DATA>
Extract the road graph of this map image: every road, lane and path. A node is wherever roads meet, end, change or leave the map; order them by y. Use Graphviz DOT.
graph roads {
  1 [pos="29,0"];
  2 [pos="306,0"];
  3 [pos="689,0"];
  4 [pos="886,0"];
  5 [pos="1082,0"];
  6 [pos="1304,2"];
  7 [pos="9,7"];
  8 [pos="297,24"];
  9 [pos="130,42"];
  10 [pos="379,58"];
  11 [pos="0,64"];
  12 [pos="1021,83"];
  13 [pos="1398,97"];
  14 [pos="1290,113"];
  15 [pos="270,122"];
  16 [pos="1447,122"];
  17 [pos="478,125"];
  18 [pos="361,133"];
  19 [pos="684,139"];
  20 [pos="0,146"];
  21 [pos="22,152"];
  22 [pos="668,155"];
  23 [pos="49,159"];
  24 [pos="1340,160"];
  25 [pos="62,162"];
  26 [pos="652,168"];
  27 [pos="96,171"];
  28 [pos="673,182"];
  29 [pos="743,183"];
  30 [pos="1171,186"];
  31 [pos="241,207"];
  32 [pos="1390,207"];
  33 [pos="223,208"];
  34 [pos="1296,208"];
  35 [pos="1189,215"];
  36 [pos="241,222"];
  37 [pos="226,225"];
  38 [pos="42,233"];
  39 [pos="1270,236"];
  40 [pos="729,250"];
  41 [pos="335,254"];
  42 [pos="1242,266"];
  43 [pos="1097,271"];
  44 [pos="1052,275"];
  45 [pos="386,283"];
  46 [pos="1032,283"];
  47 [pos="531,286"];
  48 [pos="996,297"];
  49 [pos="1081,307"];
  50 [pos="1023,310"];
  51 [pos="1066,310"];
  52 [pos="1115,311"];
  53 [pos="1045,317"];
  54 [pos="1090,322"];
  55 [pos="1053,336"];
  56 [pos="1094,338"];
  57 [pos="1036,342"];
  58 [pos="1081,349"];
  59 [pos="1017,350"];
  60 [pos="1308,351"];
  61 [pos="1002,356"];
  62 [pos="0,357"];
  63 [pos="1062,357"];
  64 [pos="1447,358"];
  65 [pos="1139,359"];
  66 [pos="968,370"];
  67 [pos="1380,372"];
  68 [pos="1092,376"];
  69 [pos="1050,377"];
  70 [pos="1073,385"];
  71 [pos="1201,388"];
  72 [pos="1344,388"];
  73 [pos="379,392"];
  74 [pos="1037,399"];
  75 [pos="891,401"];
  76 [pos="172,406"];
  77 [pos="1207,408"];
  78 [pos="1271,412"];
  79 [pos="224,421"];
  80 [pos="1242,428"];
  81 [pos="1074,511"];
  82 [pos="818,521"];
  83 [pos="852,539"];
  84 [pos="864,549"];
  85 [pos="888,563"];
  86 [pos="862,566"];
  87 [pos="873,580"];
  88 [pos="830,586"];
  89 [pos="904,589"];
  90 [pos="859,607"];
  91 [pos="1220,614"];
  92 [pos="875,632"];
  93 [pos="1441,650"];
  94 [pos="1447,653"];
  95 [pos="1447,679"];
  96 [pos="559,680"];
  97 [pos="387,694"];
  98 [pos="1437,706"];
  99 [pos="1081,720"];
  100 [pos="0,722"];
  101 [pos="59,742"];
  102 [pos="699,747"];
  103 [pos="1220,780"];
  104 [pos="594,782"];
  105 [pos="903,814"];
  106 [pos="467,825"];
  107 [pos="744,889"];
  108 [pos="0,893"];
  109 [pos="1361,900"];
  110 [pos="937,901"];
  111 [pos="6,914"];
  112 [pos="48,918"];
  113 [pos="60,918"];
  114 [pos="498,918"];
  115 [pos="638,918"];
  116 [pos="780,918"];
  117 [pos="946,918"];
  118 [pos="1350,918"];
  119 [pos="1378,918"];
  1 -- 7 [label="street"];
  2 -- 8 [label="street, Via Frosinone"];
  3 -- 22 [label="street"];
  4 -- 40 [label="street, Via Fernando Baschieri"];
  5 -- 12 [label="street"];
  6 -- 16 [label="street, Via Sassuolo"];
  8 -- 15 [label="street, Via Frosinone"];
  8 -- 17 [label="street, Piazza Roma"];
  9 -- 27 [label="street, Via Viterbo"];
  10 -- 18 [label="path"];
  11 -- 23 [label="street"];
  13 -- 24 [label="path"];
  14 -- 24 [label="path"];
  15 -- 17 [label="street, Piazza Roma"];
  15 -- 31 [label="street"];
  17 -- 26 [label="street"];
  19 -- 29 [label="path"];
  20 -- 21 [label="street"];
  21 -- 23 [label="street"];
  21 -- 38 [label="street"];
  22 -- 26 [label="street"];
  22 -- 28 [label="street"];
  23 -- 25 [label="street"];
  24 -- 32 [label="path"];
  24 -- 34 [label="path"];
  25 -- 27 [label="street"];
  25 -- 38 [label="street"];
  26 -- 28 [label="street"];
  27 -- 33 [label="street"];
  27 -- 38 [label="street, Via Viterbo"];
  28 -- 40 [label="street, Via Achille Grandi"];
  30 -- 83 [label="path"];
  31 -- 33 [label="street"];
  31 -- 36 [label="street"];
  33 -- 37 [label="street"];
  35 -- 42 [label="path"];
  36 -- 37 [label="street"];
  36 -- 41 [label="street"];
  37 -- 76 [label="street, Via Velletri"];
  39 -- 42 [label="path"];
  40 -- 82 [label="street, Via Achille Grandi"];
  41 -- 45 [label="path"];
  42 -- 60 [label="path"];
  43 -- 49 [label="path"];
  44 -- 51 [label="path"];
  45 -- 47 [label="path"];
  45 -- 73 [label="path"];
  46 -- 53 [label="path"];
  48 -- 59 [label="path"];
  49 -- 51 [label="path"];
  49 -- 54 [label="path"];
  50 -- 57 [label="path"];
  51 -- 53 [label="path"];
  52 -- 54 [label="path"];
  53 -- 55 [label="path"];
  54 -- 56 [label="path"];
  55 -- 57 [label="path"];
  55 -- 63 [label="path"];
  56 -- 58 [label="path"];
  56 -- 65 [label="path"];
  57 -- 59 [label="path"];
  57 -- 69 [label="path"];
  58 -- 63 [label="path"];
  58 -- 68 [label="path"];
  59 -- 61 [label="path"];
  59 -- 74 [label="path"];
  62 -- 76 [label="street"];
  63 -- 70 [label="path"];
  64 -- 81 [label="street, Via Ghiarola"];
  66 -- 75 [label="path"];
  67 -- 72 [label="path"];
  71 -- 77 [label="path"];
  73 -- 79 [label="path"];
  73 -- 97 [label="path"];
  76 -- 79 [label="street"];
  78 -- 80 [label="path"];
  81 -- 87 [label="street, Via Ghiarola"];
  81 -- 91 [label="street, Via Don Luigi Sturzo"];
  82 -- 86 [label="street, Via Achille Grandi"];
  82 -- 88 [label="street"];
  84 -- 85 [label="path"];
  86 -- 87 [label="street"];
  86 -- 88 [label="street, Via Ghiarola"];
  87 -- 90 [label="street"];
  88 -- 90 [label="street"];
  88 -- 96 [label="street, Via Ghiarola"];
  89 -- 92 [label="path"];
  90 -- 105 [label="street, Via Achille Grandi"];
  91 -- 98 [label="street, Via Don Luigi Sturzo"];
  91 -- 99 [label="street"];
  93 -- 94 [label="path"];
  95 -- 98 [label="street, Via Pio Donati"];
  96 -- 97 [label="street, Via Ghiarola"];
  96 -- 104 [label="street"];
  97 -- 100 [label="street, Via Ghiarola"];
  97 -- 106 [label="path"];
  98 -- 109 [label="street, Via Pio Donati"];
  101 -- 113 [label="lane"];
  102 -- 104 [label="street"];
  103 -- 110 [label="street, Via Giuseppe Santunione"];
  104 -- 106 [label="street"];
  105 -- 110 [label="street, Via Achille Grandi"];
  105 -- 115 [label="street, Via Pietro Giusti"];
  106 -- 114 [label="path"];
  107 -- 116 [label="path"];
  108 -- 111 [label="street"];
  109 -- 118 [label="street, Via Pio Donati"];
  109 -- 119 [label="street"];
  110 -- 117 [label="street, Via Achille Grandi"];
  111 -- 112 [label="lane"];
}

WORK TO BE COMPLETED>
Look through the entries and return each line that has the word "Achille" in it.

EXERCISE OUTPUT>
  28 -- 40 [label="street, Via Achille Grandi"];
  40 -- 82 [label="street, Via Achille Grandi"];
  82 -- 86 [label="street, Via Achille Grandi"];
  90 -- 105 [label="street, Via Achille Grandi"];
  105 -- 110 [label="street, Via Achille Grandi"];
  110 -- 117 [label="street, Via Achille Grandi"];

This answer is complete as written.